PDF/A was the topic of the day at the PDF/A seminar in Oslo on April 17, 2012. Organized by Per Arne Flatberg from Palografen, in cooperation with the PDF Association, and with support from the Riksarkivet, it attracted over 80 attendees from all over Norway.
The seminar venue could not have been chosen any better – the seminar was held at the main building of the Norwegian National Archives in Oslo, built to preserve all important documents of Norway for eternity.
The seminar agenda
The agenda covered all important aspects of PDF/A and its use in the real world:
- PDF/A in law and in the archives
Anthony Lærdahl, Digital Format Manager at the National Archives of Norway
- Introduction to PDF/A (click here to view video recording of the presentation)
David van Driessche, Chief Technical Officer, Four Pees
- From paper to PDF/A
Thomas Zellmann, Managing Director, PDF Association
- Born Digital: PDF/A as the storage format for digital files
Olaf Drümmer, Chairman of the PDF Association and CEO of Callas Software
- Get it to work. Principles of PDF/A workflows
Panel discussion with Olaf Drümmer, David van Driessche and Thomas Zellmann
Attendees were keen to learn about PDF/A and asked numerous questions after each presentation. Of special interest were how PDF copes with «bit rot», how well PDF/ A goes together with digital signatures, how to archive formulas and macros in spreadsheets, when to validate PDFA files for compliance, and what options exist in the field of engineering to accommodate not only two-dimensional views of CAD drawings but also three dimensional models for interactive inspection:
- Some attendees appreciated that TIFF files are not very vulnerable to «bit rot» – i.e. in the rare case where for whatever reason just one bit gets corrupt, a TIFF file will still be usable in most cases, as probaby only one pixel will get affected. It was pointed out though that because PDF is an object oriented format, where if one such object gets damaged through a flipped bit, it is usually still possible to reconstruct everything else in the PDF file.
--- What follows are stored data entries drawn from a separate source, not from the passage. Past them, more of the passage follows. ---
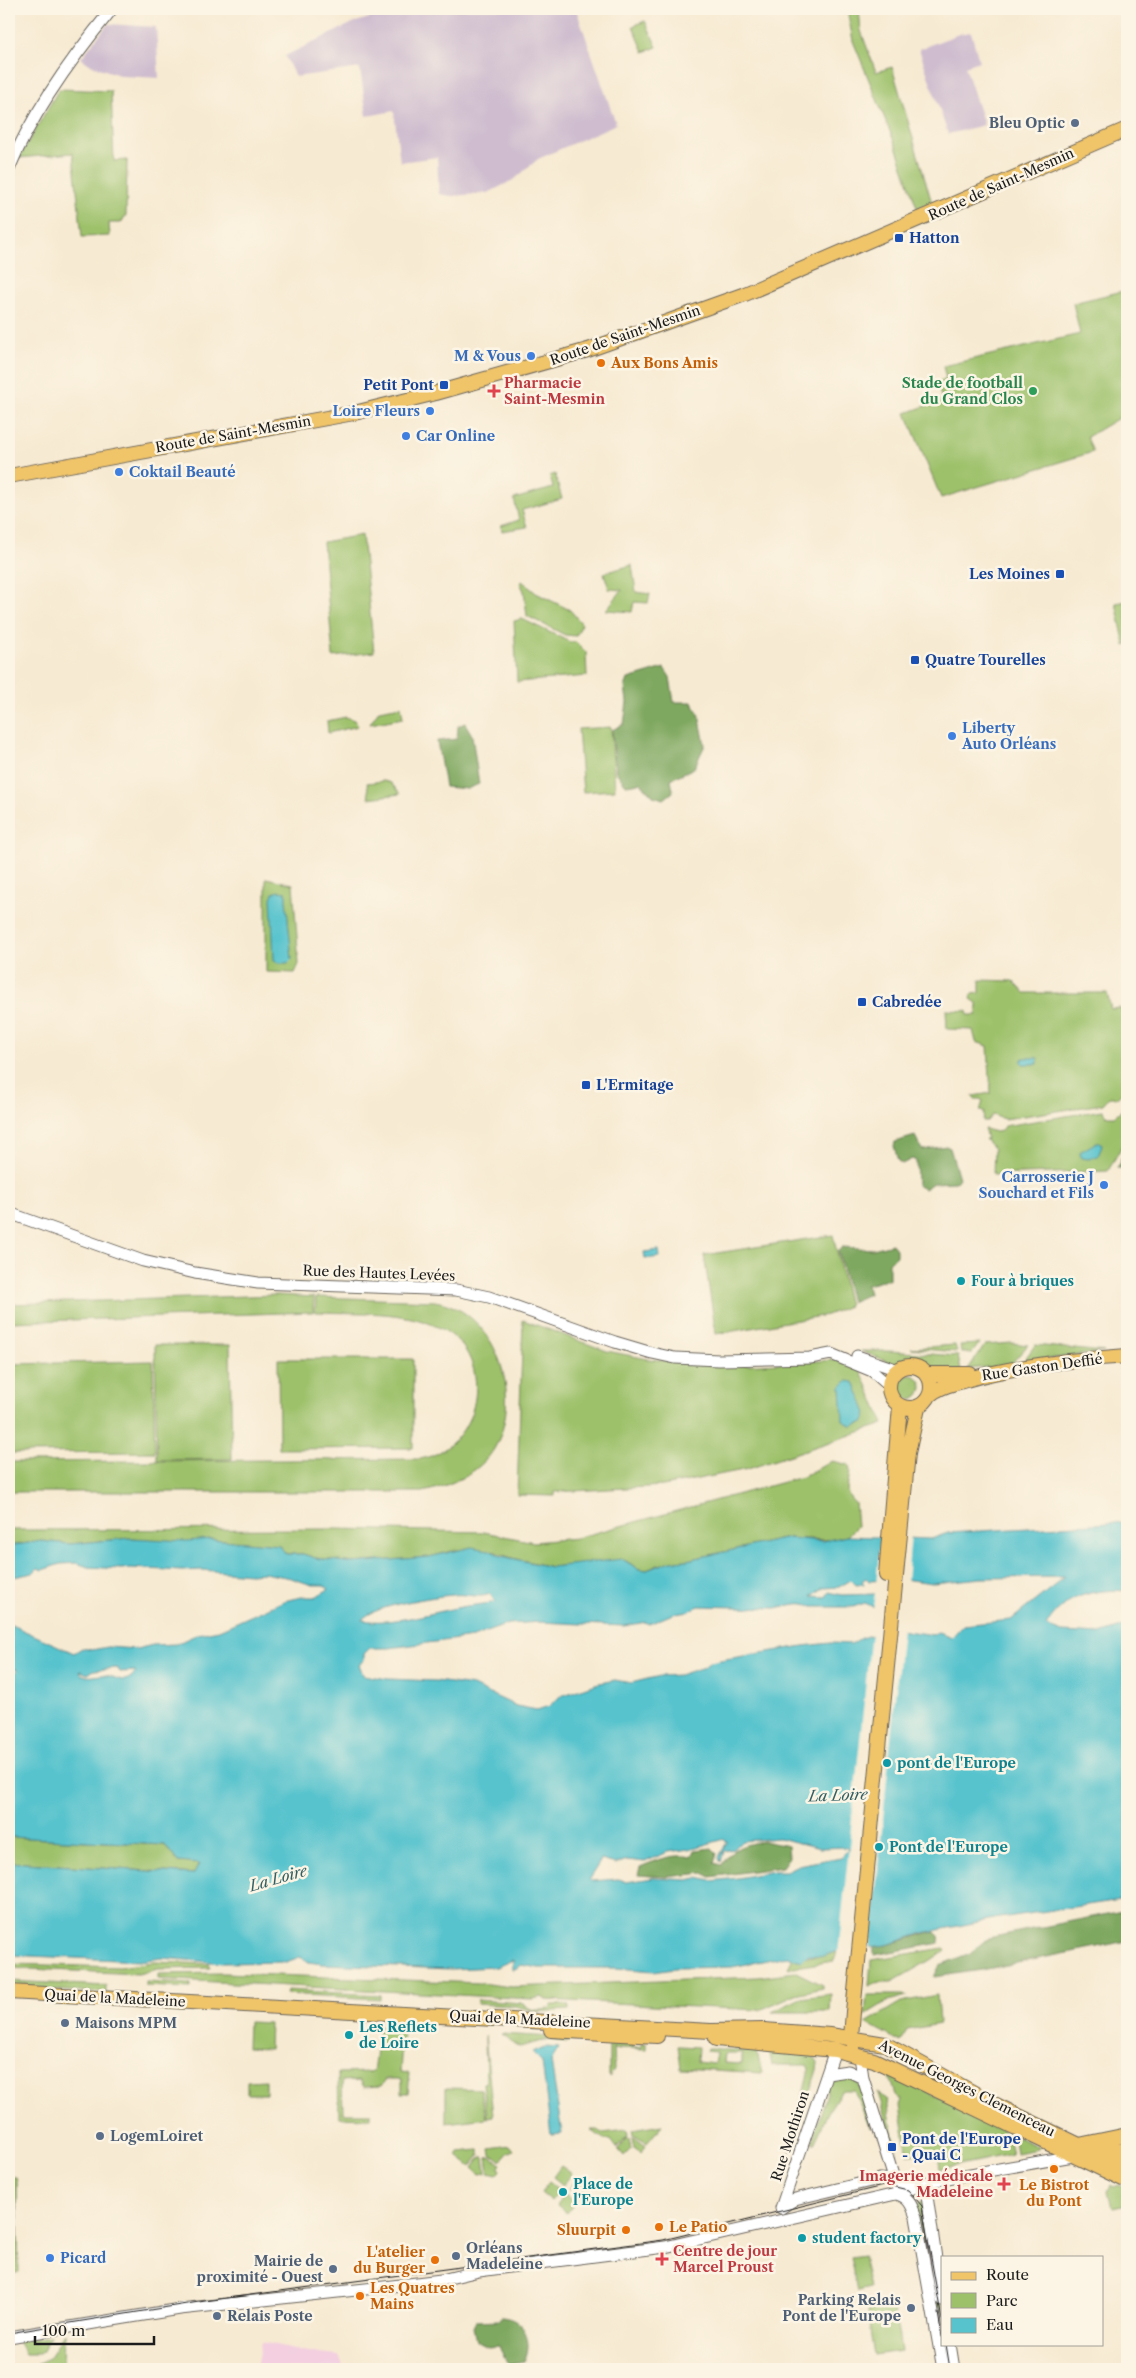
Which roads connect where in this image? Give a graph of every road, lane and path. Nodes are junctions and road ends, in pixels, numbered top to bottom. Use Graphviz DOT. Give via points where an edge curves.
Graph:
graph roads {
  1 [pos="112,9"];
  2 [pos="1127,129"];
  3 [pos="9,169"];
  4 [pos="9,476"];
  5 [pos="9,1213"];
  6 [pos="830,1354"];
  7 [pos="1127,1356"];
  8 [pos="898,1370"];
  9 [pos="927,1374"];
  10 [pos="986,1374"];
  11 [pos="889,1386"];
  12 [pos="931,1394"];
  13 [pos="900,1406"];
  14 [pos="918,1408"];
  15 [pos="9,1992"];
  16 [pos="9,2000"];
  17 [pos="201,2002"];
  18 [pos="117,2006"];
  19 [pos="587,2023"];
  20 [pos="491,2027"];
  21 [pos="849,2036"];
  22 [pos="728,2040"];
  23 [pos="827,2074"];
  24 [pos="863,2078"];
  25 [pos="964,2088"];
  26 [pos="1127,2137"];
  27 [pos="1127,2150"];
  28 [pos="1080,2152"];
  29 [pos="1127,2168"];
  30 [pos="895,2180"];
  31 [pos="1127,2181"];
  32 [pos="918,2186"];
  33 [pos="896,2194"];
  34 [pos="941,2293"];
  35 [pos="9,2337"];
  36 [pos="950,2346"];
  37 [pos="943,2369"];
  38 [pos="954,2369"];
  1 -- 3 [label="street" via="88,38 25,134"];
  2 -- 4 [label="main road, Route de Saint-Mesmin" via="745,294 588,350 354,413"];
  5 -- 6 [label="street, Rue des Hautes Levées" via="143,1261 224,1279 456,1290 489,1297 615,1342 675,1358 810,1358"];
  6 -- 8 [label="street" via="859,1356"];
  6 -- 11 [label="street, Rue des Hautes Levées" via="872,1371"];
  7 -- 10 [label="main road, Rue Gaston Deffié" via="1070,1360"];
  8 -- 9 [label="main road" via="913,1366"];
  8 -- 11 [label="main road"];
  9 -- 10 [label="main road"];
  9 -- 12 [label="main road"];
  10 -- 12 [label="main road, Rue Gaston Deffié" via="944,1386"];
  11 -- 13 [label="main road" via="892,1398"];
  12 -- 14 [label="main road"];
  13 -- 14 [label="main road"];
  13 -- 21 [label="main road"];
  14 -- 21 [label="main road" via="908,1453"];
  15 -- 17 [label="main road, Quai de la Madeleine"];
  16 -- 18 [label="main road, Quai de la Madeleine"];
  17 -- 18 [label="main road" via="189,2005 122,2002"];
  17 -- 19 [label="main road, Quai de la Madeleine"];
  18 -- 20 [label="main road, Quai de la Madeleine"];
  19 -- 20 [label="main road" via="576,2027 496,2023"];
  19 -- 21 [label="main road, Quai de la Madeleine"];
  20 -- 22 [label="main road, Quai de la Madeleine"];
  21 -- 22 [label="main road" via="836,2043 764,2037"];
  21 -- 22 [label="main road, Quai de la Madeleine" via="819,2048"];
  21 -- 23 [label="street, Rue Mothiron"];
  21 -- 24 [label="street"];
  21 -- 25 [label="main road" via="931,2077"];
  21 -- 25 [label="main road, Avenue Georges Clemenceau" via="885,2044"];
  21 -- 28 [label="main road, Avenue Georges Clemenceau" via="892,2067 942,2094"];
  23 -- 24 [label="street" via="848,2071"];
  23 -- 30 [label="street, Rue Mothiron" via="781,2208 795,2199 879,2179"];
  24 -- 30 [label="street"];
  25 -- 28 [label="main road, Avenue Georges Clemenceau"];
  26 -- 28 [label="main road"];
  27 -- 28 [label="main road"];
  28 -- 29 [label="main road"];
  28 -- 31 [label="main road"];
  28 -- 32 [label="street"];
  30 -- 32 [label="street"];
  30 -- 33 [label="street"];
  32 -- 33 [label="street"];
  32 -- 34 [label="street" via="927,2196"];
  33 -- 35 [label="street" via="665,2247 479,2271 441,2280 180,2309"];
  33 -- 37 [label="street" via="910,2203 916,2217"];
  36 -- 38 [label="street"];
}
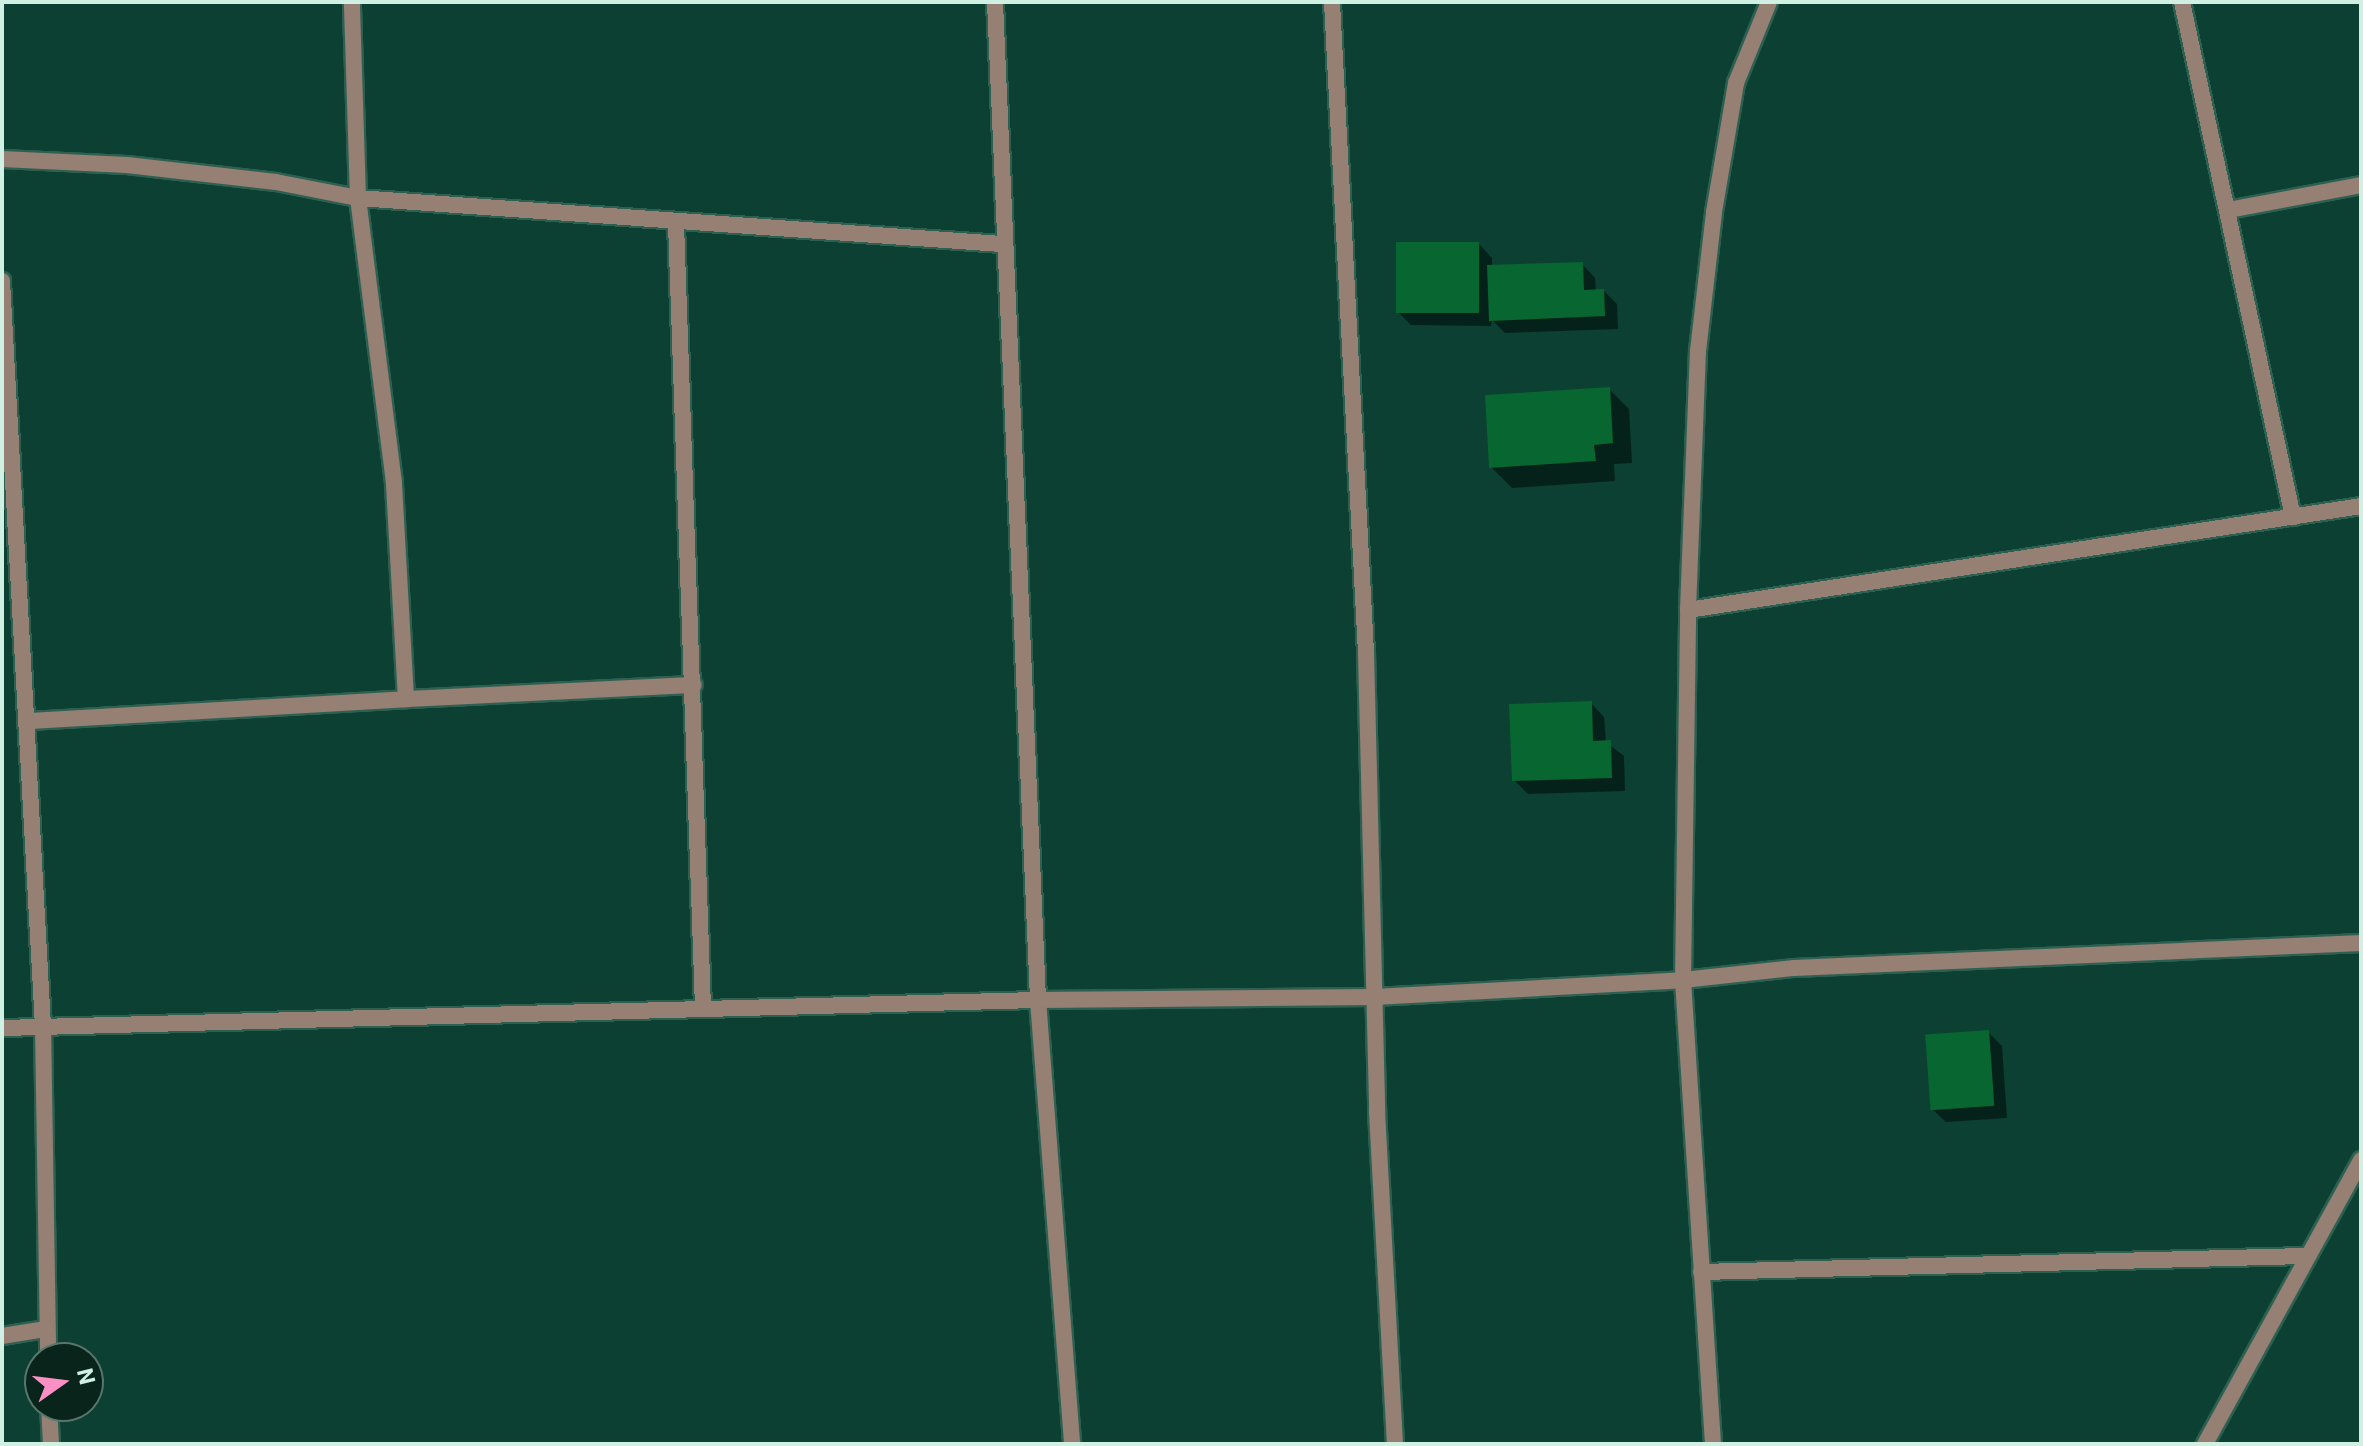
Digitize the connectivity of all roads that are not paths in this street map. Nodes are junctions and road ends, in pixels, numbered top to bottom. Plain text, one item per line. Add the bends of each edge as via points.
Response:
1 (352, 2) edge
2 (995, 2) edge
3 (1332, 2) edge
4 (1769, 2) edge
5 (2182, 2) edge
6 (2, 159) edge
7 (2361, 185) edge
8 (358, 198) junction
9 (2229, 210) junction
10 (676, 223) junction
11 (1002, 244) junction
12 (2, 281) edge
13 (2361, 506) edge
14 (2293, 517) junction
15 (1688, 610) junction
16 (694, 685) junction
17 (406, 699) junction
18 (29, 721) junction
19 (2361, 943) edge
20 (1683, 980) junction
21 (1374, 997) junction
22 (1038, 1000) junction
23 (703, 1008) junction
24 (43, 1025) junction
25 (2, 1028) edge
26 (2361, 1160) edge
27 (2304, 1256) junction
28 (1701, 1272) junction
29 (46, 1329) junction
30 (2, 1336) edge
31 (47, 1342) edge
32 (50, 1422) edge
33 (51, 1444) edge
34 (1072, 1444) edge
35 (1395, 1444) edge
36 (1713, 1444) edge
37 (2205, 1444) edge

1 - 8 street
2 - 11 street
3 - 21 street via 1366,652
4 - 15 street via 1736,83 1715,198 1698,351
5 - 9 street
6 - 8 street via 127,165 276,182
7 - 9 street
8 - 10 street
8 - 17 street via 394,483
9 - 14 street
10 - 11 street
10 - 16 street
11 - 22 street via 1021,550
12 - 18 street
13 - 14 street
14 - 15 street
15 - 20 street
16 - 17 street
16 - 23 street
17 - 18 street
18 - 24 street
19 - 20 street via 1794,968
20 - 21 street
20 - 28 street
21 - 22 street
21 - 35 street
22 - 23 street
22 - 34 street
23 - 24 street
24 - 25 street
24 - 29 street
26 - 27 street
27 - 28 street
27 - 37 street
28 - 36 street
29 - 30 street
29 - 31 street
32 - 33 street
No conclusion was reached whether PDF is as robust as TIFF when it comes to «bit rot» or not.
- While PDF/A fully supports digital signatures it became obvious that in order to archive digitally signed PDFs as PDF/A it is important to first ensure the file to be signed is already conforming to PDF/A. If it is not – which unfortunately is often the case in the real world – it is by definition not feasible to convert a digitally signed PDF into PDF/A without breaking the signature. One fallback approach could be to take advantage of PDF/A-3 and to embed the digitally signed PDF inside a PDF/A conforming rendition of the same file.
- While archiving spreadsheets from programs Microsoft Excel or OpenOffice Calc can already be a challenge in itself, as by default each table on export ends up as a separate PDF and as it can be quite cumbersome to take different sizes of the required print areas into account between files and even between tables inside the same spreadsheet file, it is usually not straightforward to also archive information that would usually not appear on a printout but nevertheless plays an important role and is as important for archival as the table content itself: formulas and macros. Three options were discussed: one is to turn all formulas and macros into text, and associate them with the respective part of a the tables as annotations, where the contents field of the annotation contains the formula or macro. Another way could be to include a virtual printout of formulas and macros, and include them as additional pages in the PDF/A file. Last but ot least it might be useful in some organisations to create a PDF/A-3 file from the spreadsheets and to embed the original spreadsheet file with all formulas and macros intact as an associated file. Associated files are a mechanism specific to part 3 of PDF/A which makes it possibel to include non-PDF/A files inside a PDF/A file. It has to be pointed though that the archival quality of arbitrary associated files is undefined, as in this example nobody would know how well a Microsoft Excel 2010 file could be processed 10 or 50 years from now.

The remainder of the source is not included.